Besides, population growth is not about food, it’s about far more complex social issues and most countries also accept that food is a fundamental human right, even if they don’t do anything about it. Like we see in England with poverty, food is a symptom of a problem, not the cause, so it’s not an answer to say “let’s not feed them, because these people shouldn’t be alive anyway”.
After all this knife-edge excitement, both Graham Brookes and Helen Westfield kindly came over to have a balanced discussion about my question of ethics and GM. Interestingly, golden rice is an open-source GM seed, which to my mind is exactly where GM tech needs to be, if it really is going to help feed the nine billion.
This post-talk discussion is precisely how debates need to develop. It’s useless demonising GM, because it’s prevalent in many parts of the world and unlikely to disappear, meanwhile, It’s pointless having people like Jonathon Harrington chairing supposedly open discussions when they dismiss a question which challenges the ethics of GM patent ownership. I’d suggest that Hay festival invests in people chairing talks who are more capable of reconciling questions which challenge the very systems they believe in.

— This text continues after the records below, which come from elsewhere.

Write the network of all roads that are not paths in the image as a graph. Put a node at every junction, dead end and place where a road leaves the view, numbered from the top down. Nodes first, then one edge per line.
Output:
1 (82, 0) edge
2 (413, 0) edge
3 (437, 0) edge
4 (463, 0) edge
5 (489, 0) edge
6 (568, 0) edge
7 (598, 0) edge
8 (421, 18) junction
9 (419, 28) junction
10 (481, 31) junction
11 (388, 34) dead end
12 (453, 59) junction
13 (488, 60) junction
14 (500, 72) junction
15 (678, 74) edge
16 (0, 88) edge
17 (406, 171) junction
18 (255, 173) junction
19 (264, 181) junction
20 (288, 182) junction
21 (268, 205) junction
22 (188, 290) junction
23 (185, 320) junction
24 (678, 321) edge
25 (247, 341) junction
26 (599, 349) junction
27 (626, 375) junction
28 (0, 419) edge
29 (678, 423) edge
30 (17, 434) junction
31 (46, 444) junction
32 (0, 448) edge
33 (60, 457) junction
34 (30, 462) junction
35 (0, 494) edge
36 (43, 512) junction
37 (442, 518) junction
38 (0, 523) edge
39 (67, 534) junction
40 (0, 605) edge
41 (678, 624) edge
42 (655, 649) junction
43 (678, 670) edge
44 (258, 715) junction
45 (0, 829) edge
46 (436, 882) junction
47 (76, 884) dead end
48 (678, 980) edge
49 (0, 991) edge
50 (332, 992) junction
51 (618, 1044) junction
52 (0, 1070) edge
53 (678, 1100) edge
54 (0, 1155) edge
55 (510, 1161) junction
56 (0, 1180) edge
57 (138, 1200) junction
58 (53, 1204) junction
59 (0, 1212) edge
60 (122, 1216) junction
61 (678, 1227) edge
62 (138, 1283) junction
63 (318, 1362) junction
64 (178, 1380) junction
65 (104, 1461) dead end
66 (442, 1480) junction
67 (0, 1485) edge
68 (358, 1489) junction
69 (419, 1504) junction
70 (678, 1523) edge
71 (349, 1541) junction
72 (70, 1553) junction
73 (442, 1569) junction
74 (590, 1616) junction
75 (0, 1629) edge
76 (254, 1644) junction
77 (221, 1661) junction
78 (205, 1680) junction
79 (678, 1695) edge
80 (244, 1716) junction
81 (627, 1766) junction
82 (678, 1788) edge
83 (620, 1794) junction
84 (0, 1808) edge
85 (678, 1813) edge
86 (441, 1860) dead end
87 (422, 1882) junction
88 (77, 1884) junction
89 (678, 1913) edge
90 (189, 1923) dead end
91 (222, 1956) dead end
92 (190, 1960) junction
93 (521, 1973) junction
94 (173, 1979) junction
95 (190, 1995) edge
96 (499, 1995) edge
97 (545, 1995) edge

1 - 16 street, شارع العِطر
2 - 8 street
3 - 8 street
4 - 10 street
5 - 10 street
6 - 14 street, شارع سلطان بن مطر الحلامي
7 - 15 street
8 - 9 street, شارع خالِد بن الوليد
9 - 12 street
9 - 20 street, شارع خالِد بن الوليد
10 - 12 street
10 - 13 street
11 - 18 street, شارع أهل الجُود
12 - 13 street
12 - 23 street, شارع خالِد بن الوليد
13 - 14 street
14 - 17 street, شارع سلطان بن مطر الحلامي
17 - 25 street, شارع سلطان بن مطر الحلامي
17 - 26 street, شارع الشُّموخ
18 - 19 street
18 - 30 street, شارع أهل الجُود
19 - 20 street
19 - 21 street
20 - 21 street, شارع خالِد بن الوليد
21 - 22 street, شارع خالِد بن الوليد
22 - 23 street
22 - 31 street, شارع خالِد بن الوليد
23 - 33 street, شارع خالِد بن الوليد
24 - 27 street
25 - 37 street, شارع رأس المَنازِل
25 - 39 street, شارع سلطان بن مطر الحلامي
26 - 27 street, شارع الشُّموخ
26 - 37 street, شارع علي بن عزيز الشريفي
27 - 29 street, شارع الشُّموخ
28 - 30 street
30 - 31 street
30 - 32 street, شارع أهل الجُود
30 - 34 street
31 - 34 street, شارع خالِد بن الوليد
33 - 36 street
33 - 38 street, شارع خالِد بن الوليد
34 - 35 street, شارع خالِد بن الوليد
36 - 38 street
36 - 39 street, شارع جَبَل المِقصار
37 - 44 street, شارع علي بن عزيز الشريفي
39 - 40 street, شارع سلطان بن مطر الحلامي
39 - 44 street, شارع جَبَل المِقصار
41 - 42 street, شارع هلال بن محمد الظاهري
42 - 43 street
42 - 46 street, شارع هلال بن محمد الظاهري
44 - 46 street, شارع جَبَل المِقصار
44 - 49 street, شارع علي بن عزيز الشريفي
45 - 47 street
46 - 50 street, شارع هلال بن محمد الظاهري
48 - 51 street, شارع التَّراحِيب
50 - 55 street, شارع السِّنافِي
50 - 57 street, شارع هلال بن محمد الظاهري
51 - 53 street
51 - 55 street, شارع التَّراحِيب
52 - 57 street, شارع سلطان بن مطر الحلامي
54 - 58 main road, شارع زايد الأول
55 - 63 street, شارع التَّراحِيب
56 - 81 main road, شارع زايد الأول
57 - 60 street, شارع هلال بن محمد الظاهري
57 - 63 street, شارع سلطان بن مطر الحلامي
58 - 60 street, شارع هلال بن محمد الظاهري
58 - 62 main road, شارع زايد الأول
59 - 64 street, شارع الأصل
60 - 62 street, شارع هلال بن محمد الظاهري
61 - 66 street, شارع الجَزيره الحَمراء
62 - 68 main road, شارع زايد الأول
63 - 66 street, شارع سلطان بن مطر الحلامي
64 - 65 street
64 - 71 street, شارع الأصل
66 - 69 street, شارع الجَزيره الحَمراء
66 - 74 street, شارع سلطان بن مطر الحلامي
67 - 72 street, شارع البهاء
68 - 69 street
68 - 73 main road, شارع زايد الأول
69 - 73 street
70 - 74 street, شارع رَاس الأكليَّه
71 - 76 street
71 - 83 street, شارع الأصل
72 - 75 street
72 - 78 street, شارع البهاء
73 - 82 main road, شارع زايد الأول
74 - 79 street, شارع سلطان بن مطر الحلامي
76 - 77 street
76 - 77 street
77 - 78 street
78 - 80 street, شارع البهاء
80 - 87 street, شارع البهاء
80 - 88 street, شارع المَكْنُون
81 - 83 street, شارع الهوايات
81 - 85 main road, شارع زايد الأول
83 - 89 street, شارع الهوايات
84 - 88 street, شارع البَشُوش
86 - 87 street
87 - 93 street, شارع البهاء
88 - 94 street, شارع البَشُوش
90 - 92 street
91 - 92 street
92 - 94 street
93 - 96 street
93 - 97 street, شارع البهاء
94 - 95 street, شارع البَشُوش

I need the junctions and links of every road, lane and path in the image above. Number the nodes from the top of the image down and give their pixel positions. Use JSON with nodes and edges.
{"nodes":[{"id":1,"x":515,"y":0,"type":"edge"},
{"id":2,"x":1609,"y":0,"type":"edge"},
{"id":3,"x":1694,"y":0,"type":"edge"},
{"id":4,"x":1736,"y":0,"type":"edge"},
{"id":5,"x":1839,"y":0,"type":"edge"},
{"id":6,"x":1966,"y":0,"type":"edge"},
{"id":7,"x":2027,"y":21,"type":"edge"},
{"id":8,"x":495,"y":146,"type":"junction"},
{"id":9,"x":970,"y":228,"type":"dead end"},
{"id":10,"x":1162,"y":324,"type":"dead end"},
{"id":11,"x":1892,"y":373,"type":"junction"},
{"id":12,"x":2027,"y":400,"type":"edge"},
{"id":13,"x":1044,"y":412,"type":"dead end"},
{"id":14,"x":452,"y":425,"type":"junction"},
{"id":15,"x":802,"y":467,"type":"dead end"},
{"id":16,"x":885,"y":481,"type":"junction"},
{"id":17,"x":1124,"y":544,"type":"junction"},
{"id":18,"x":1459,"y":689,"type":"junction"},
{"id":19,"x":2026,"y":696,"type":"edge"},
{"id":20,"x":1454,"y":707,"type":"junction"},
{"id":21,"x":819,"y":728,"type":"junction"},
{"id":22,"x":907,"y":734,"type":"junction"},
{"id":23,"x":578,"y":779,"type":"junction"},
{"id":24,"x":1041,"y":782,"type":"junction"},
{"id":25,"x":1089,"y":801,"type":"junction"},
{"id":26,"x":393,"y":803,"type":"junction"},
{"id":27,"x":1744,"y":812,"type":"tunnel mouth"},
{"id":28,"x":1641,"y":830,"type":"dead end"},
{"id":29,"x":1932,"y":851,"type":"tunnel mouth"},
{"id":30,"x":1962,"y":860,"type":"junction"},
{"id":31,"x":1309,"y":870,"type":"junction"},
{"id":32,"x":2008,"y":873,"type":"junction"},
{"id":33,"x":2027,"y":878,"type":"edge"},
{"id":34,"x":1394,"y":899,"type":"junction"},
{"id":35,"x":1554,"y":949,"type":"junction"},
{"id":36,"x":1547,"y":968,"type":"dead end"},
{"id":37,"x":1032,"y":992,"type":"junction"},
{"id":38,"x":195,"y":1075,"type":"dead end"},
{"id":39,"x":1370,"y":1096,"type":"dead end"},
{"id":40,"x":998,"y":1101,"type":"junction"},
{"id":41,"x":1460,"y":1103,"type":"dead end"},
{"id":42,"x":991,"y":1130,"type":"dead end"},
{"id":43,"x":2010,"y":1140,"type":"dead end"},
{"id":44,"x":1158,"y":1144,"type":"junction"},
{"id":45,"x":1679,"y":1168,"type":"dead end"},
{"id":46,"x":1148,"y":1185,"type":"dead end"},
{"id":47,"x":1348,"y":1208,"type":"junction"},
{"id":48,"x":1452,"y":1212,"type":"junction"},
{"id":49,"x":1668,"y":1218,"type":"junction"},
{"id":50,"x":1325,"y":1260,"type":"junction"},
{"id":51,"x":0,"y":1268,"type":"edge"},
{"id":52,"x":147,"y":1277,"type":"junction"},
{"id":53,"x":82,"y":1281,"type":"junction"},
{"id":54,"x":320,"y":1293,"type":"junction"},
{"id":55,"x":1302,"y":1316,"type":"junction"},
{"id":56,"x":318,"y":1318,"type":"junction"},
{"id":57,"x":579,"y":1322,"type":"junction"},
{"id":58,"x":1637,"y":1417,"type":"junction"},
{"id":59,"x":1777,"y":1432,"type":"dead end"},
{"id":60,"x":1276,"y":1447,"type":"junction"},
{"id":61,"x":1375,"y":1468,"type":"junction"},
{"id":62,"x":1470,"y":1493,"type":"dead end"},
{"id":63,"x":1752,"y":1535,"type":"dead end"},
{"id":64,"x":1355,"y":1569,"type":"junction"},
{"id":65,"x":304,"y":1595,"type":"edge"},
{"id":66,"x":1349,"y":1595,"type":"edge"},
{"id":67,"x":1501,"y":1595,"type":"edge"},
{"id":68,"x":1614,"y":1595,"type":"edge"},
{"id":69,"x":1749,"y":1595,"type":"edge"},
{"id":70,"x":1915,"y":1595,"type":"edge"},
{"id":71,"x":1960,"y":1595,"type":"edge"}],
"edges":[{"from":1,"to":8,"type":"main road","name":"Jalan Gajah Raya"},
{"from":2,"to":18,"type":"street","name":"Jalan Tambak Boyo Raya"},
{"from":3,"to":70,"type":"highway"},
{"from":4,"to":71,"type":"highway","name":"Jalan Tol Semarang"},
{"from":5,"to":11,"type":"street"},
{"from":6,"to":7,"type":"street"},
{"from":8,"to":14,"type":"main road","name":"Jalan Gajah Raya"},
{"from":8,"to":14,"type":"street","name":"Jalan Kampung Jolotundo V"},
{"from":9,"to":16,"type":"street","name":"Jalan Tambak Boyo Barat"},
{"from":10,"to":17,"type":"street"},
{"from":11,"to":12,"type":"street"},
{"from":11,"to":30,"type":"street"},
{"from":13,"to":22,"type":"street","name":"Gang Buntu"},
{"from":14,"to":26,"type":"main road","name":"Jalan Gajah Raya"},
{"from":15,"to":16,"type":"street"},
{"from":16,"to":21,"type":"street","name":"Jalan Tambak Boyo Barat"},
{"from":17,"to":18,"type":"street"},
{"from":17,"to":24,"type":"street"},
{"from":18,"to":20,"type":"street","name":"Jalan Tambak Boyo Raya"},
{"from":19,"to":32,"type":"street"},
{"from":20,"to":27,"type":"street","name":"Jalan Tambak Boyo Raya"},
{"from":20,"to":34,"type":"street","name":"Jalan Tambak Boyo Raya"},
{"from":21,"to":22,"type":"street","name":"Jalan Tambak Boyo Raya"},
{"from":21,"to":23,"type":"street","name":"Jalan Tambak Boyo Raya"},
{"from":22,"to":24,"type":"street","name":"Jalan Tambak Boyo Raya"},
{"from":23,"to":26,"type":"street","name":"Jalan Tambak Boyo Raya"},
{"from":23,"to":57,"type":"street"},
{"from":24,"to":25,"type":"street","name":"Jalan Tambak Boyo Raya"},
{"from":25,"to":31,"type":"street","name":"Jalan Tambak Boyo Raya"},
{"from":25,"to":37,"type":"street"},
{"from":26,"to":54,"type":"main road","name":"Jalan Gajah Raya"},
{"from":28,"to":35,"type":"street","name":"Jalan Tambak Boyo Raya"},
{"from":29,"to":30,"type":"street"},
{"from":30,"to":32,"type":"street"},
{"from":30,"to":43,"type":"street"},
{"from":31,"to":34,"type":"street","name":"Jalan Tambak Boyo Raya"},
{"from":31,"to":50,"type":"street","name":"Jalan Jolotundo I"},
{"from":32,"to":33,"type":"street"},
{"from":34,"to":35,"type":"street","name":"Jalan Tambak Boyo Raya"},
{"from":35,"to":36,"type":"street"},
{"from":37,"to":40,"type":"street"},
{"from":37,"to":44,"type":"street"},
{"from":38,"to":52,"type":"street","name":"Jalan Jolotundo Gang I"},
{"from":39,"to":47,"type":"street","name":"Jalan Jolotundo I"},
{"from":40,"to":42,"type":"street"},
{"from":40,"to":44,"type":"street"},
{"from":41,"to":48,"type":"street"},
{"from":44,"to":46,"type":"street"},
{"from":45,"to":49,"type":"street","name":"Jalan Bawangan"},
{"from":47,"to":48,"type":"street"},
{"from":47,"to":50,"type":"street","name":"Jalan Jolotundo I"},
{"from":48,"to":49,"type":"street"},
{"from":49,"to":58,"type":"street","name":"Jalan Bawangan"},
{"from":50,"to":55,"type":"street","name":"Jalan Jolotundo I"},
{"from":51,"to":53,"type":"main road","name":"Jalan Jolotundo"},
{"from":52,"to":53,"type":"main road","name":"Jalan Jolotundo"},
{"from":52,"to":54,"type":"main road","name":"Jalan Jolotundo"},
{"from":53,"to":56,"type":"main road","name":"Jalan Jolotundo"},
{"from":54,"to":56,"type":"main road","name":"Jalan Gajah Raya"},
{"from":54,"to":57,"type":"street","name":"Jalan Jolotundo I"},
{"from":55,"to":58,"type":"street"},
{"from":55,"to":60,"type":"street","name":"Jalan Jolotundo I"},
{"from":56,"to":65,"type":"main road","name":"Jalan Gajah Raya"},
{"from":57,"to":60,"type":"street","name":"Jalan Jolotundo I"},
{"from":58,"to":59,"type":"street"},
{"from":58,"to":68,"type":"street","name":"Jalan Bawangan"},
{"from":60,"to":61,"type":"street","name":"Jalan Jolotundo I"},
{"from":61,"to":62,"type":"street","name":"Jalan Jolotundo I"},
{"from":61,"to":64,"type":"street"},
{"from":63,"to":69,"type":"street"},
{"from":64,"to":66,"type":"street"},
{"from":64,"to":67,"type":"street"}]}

During her talk, Helen had helpfully pointed out that there are no silver bullets to solve the world’s food problems, which is absolutely a truism. The truth is diametrically opposite, because the resolution of food issues is about getting every single interest in the same room and talking to each other with understanding and compassion, rather than stonewalling, demonising and blocking each other.
Which is exactly how we will feed the nine billion. The only way to save this world of human complexity is not through ardent adoption of any single cause, but through the elegant management of many interests, races, technologies and cultures who exist in a single world, which is as complex as hell.
It’s great and noble to support any cause, from organic food to GM, from food education to food banks, however all of these interests need to coexist and find some form of positive equilibrium, rather than battle for supremacy. Sadly, the vast complexity of this situation seems to be a little too much for some people to handle, so god forbid that anyone puts them in charge of the discussion. Oh dear.